[EXERCISE DETAILS] When you return the lines below, go from the first through the line with "Extract the road", keep them exact, and leave out every picture.

****

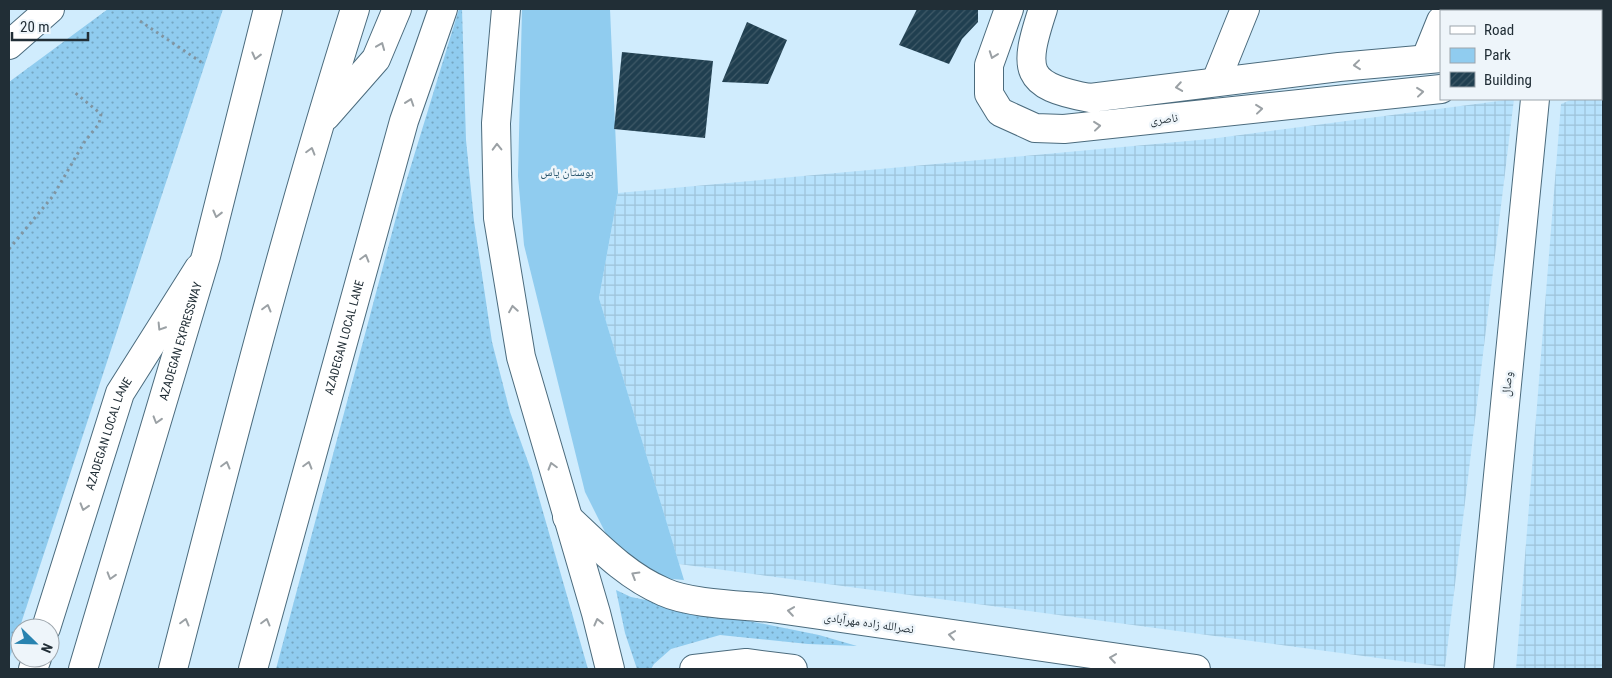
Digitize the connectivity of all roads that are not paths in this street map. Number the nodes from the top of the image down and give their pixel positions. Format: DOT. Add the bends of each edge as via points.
graph roads {
  1 [pos="50,9"];
  2 [pos="268,9"];
  3 [pos="355,9"];
  4 [pos="397,9"];
  5 [pos="443,9"];
  6 [pos="506,9"];
  7 [pos="1009,9"];
  8 [pos="1043,9"];
  9 [pos="1245,9"];
  10 [pos="1440,26"];
  11 [pos="9,45"];
  12 [pos="1434,58"];
  13 [pos="1216,81"];
  14 [pos="1440,90"];
  15 [pos="1535,100"];
  16 [pos="318,124"];
  17 [pos="206,256"];
  18 [pos="567,517"];
  19 [pos="49,618"];
  20 [pos="83,669"];
  21 [pos="173,669"];
  22 [pos="253,669"];
  23 [pos="610,669"];
  24 [pos="694,669"];
  25 [pos="793,669"];
  26 [pos="1196,669"];
  27 [pos="1480,669"];
  1 -- 11 [label="main road"];
  2 -- 17 [label="main road, AZADEGAN EXPRESSWAY, one-way"];
  3 -- 16 [label="main road"];
  16 -- 4 [label="main road, one-way" via="376,59"];
  22 -- 5 [label="main road, AZADEGAN LOCAL LANE, one-way" via="404,121"];
  18 -- 6 [label="main road, one-way" via="521,358 498,218 496,123"];
  7 -- 14 [label="main road, ناصری, one-way" via="989,65 988,94 1000,112 1035,128 1064,129"];
  13 -- 8 [label="main road, one-way" via="1090,98 1061,93 1039,81 1030,62 1034,34"];
  9 -- 13 [label="main road"];
  10 -- 12 [label="main road"];
  12 -- 13 [label="main road, one-way"];
  15 -- 27 [label="main road, وصال"];
  21 -- 16 [label="main road, one-way"];
  17 -- 19 [label="main road, AZADEGAN LOCAL LANE, one-way" via="120,393"];
  17 -- 20 [label="main road, AZADEGAN EXPRESSWAY, one-way"];
  23 -- 18 [label="main road, one-way"];
  26 -- 18 [label="main road, نصرالله زاده مهرآبادی, one-way" via="771,608 712,603 665,593 619,566"];
  24 -- 25 [label="main road" via="746,663"];
}
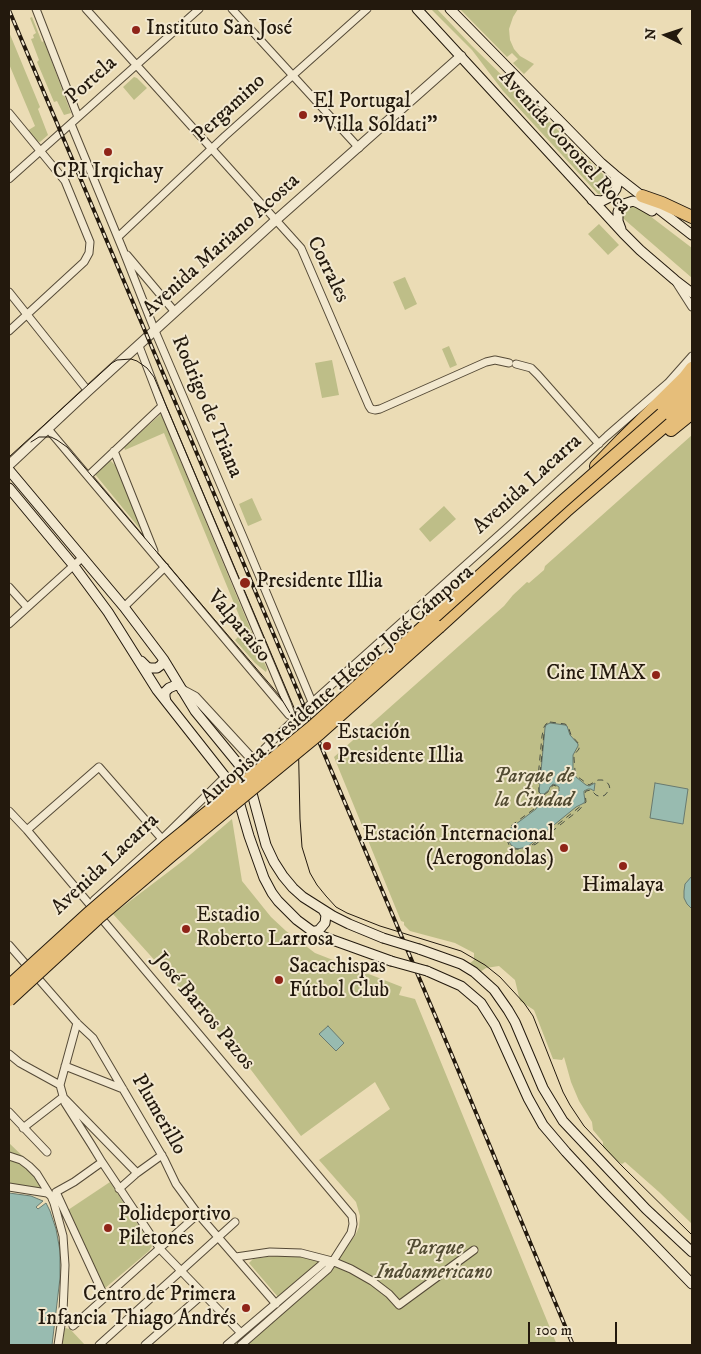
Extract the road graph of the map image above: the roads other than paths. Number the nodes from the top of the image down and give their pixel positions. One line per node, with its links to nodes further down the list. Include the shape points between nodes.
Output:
1 (36, 9): 12 (street)
2 (86, 9): 9 (street, Corrales)
3 (199, 9): 9 (street, Portela)
4 (232, 9): 10 (street)
5 (367, 9): 10 (street, Pergamino)
6 (417, 9): 8 (main road, Avenida Coronel Roca)
7 (450, 9): 17 (main road, Avenida Coronel Roca)
8 (461, 56): 14 (main road, Avenida Mariano Acosta); 20 (main road, Avenida Coronel Roca)
9 (137, 64): 12 (street, Portela); 15 (street, Corrales)
10 (293, 75): 14 (street); 15 (street, Pergamino)
11 (9, 112): 16 (street)
12 (78, 117): 13 (street, Portela)
13 (71, 124): 16 (street, Portela); 25 (street, Rodrigo de Triana)
14 (359, 148): 22 (main road, Avenida Mariano Acosta)
15 (212, 149): 22 (street, Corrales); 25 (street, Pergamino)
16 (41, 150): 18 (street, Portela); 33 (street, via 65,181 90,242 84,262)
17 (615, 175): 19 (main road, Avenida Coronel Roca); 20 (main road, via 617,185 614,194 606,200)
18 (9, 179)
19 (642, 196): 21 (highway); 24 (main road, Avenida Coronel Roca)
20 (592, 200): 23 (main road, Avenida Coronel Roca)
21 (692, 217)
22 (276, 220): 32 (main road, Avenida Mariano Acosta); 44 (street, Corrales, via 305,255 371,409 380,409 495,360 531,368)
23 (623, 233): 26 (main road, via 618,212 624,204 634,202 646,207); 28 (main road, Avenida Coronel Roca)
24 (692, 235)
25 (118, 237): 27 (street, Rodrigo de Triana)
26 (692, 242)
27 (123, 250): 32 (street); 35 (street, Rodrigo de Triana)
28 (675, 280): 30 (main road, Avenida Coronel Roca); 31 (street)
29 (9, 292): 33 (street)
30 (692, 293)
31 (692, 308)
32 (175, 312): 35 (main road, Avenida Mariano Acosta)
33 (27, 314): 34 (street); 39 (street)
34 (9, 330)
35 (155, 331): 36 (main road, Avenida Mariano Acosta); 63 (street, Rodrigo de Triana)
36 (138, 346): 39 (main road, Avenida Mariano Acosta); 41 (street)
37 (692, 356): 44 (street, Avenida Lacarra, via 668,384)
38 (690, 377): 50 (highway, Autopista Presidente Héctor José Cámpora, bridge, via 646,428)
39 (88, 391): 43 (main road, Avenida Mariano Acosta)
40 (692, 399): 50 (highway, Autopista Presidente Héctor José Cámpora, via 666,425)
41 (162, 406): 45 (street); 64 (street)
42 (692, 413): 50 (highway, via 598,490)
43 (48, 429): 46 (main road, Avenida Mariano Acosta); 48 (street, Valparaíso)
44 (599, 444): 63 (street, Avenida Lacarra)
45 (114, 451): 48 (street); 51 (street, Valparaíso)
46 (9, 465)
47 (9, 470): 52 (main road)
48 (88, 476): 51 (street, Valparaíso)
49 (9, 488): 53 (main road)
50 (564, 506): 77 (highway, Autopista Presidente Héctor José Cámpora, bridge, via 312,727 165,847); 78 (highway, Autopista Presidente Héctor José Cámpora, bridge, via 320,733 164,861)
51 (156, 556): 54 (street, Valparaíso)
52 (83, 557): 53 (street); 57 (main road)
53 (74, 566): 56 (street); 59 (main road)
54 (165, 567): 57 (street); 64 (street, Valparaíso)
55 (9, 587): 56 (street)
56 (27, 607): 58 (street)
57 (124, 607): 60 (main road)
58 (9, 624)
59 (138, 658): 60 (main road, via 151,668 157,668); 62 (main road)
60 (164, 660): 61 (main road)
61 (181, 688): 62 (main road, via 176,685 168,688 164,697); 65 (main road, via 195,697); 67 (main road, via 206,726 240,766)
62 (166, 701): 66 (main road)
63 (312, 702): 64 (street, Avenida Lacarra)
64 (293, 720): 65 (street, Avenida Lacarra)
65 (253, 760): 67 (main road, via 255,768)
66 (226, 776): 70 (street, Avenida Lacarra); 73 (main road, via 238,798 272,893)
67 (250, 786): 72 (main road, via 266,845 282,876 303,897)
68 (9, 811): 69 (street, José Barros Pazos)
69 (27, 830): 70 (street, via 100,767); 71 (street, José Barros Pazos)
70 (162, 839): 71 (street, Avenida Lacarra)
71 (89, 905): 75 (street, Avenida Lacarra); 102 (street, José Barros Pazos, via 348,1210 352,1216 351,1233)
72 (323, 910): 73 (main road, via 326,917 324,925); 100 (main road, bridge, via 382,938 461,964 494,990 515,1022 543,1088 563,1121 646,1209)
73 (311, 932): 104 (main road, bridge, via 427,971 472,994 496,1025 543,1125)
74 (9, 945): 75 (street, Plumerillo)
75 (25, 964): 76 (street, Avenida Lacarra); 79 (street, Plumerillo)
76 (9, 978)
77 (9, 986)
78 (9, 1000)
79 (77, 1023): 81 (street); 83 (street, Plumerillo, via 93,1038)
80 (9, 1054): 82 (street)
81 (65, 1066): 82 (street); 83 (street)
82 (60, 1085): 84 (street)
83 (123, 1089): 88 (street, Plumerillo)
84 (63, 1097): 86 (street); 90 (street); 91 (street)
85 (9, 1112): 86 (street)
86 (23, 1128): 87 (street)
87 (47, 1152)
88 (162, 1155): 91 (street); 95 (street, Plumerillo, via 176,1184)
89 (9, 1156): 94 (street, via 21,1160 33,1170)
90 (102, 1162): 93 (street); 94 (street)
91 (137, 1173): 93 (street)
92 (9, 1187): 94 (street)
93 (119, 1189): 98 (street)
94 (53, 1194): 106 (street); 110 (street, via 63,1236 65,1265)
95 (198, 1214): 97 (street, Plumerillo); 98 (street)
96 (235, 1222): 97 (street)
97 (218, 1237): 101 (street, Plumerillo); 103 (street)
98 (160, 1249): 103 (street); 106 (street)
99 (474, 1250): 102 (street, via 399,1306 372,1281)
100 (692, 1252)
101 (236, 1257): 102 (street, via 270,1252 301,1253); 107 (street, Plumerillo)
102 (330, 1260): 107 (street); 114 (street, via 328,1268)
103 (181, 1271): 105 (street); 111 (street)
104 (692, 1284)
105 (203, 1294): 109 (street); 112 (street)
106 (106, 1298): 108 (street)
107 (276, 1304): 109 (street)
108 (74, 1326)
109 (241, 1333): 113 (street)
110 (58, 1345)
111 (99, 1345)
112 (145, 1345)
113 (227, 1345)
114 (241, 1345)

****

[OUTPUT FOR THIS EXERCISE]
Digitize the connectivity of all roads that are not paths in this street map. Number the nodes from the top of the image down and give their pixel positions. Format: DOT. Add the bends of each edge as via points.
graph roads {
  1 [pos="50,9"];
  2 [pos="268,9"];
  3 [pos="355,9"];
  4 [pos="397,9"];
  5 [pos="443,9"];
  6 [pos="506,9"];
  7 [pos="1009,9"];
  8 [pos="1043,9"];
  9 [pos="1245,9"];
  10 [pos="1440,26"];
  11 [pos="9,45"];
  12 [pos="1434,58"];
  13 [pos="1216,81"];
  14 [pos="1440,90"];
  15 [pos="1535,100"];
  16 [pos="318,124"];
  17 [pos="206,256"];
  18 [pos="567,517"];
  19 [pos="49,618"];
  20 [pos="83,669"];
  21 [pos="173,669"];
  22 [pos="253,669"];
  23 [pos="610,669"];
  24 [pos="694,669"];
  25 [pos="793,669"];
  26 [pos="1196,669"];
  27 [pos="1480,669"];
  1 -- 11 [label="main road"];
  2 -- 17 [label="main road, AZADEGAN EXPRESSWAY, one-way"];
  3 -- 16 [label="main road"];
  16 -- 4 [label="main road, one-way" via="376,59"];
  22 -- 5 [label="main road, AZADEGAN LOCAL LANE, one-way" via="404,121"];
  18 -- 6 [label="main road, one-way" via="521,358 498,218 496,123"];
  7 -- 14 [label="main road, ناصری, one-way" via="989,65 988,94 1000,112 1035,128 1064,129"];
  13 -- 8 [label="main road, one-way" via="1090,98 1061,93 1039,81 1030,62 1034,34"];
  9 -- 13 [label="main road"];
  10 -- 12 [label="main road"];
  12 -- 13 [label="main road, one-way"];
  15 -- 27 [label="main road, وصال"];
  21 -- 16 [label="main road, one-way"];
  17 -- 19 [label="main road, AZADEGAN LOCAL LANE, one-way" via="120,393"];
  17 -- 20 [label="main road, AZADEGAN EXPRESSWAY, one-way"];
  23 -- 18 [label="main road, one-way"];
  26 -- 18 [label="main road, نصرالله زاده مهرآبادی, one-way" via="771,608 712,603 665,593 619,566"];
  24 -- 25 [label="main road" via="746,663"];
}
Extract the road graph of the map image above: the roads other than paths. Number the nodes from the top of the image down and give their pixel positions. One line per node, with its links to nodes further down the list. Include the shape points between nodes.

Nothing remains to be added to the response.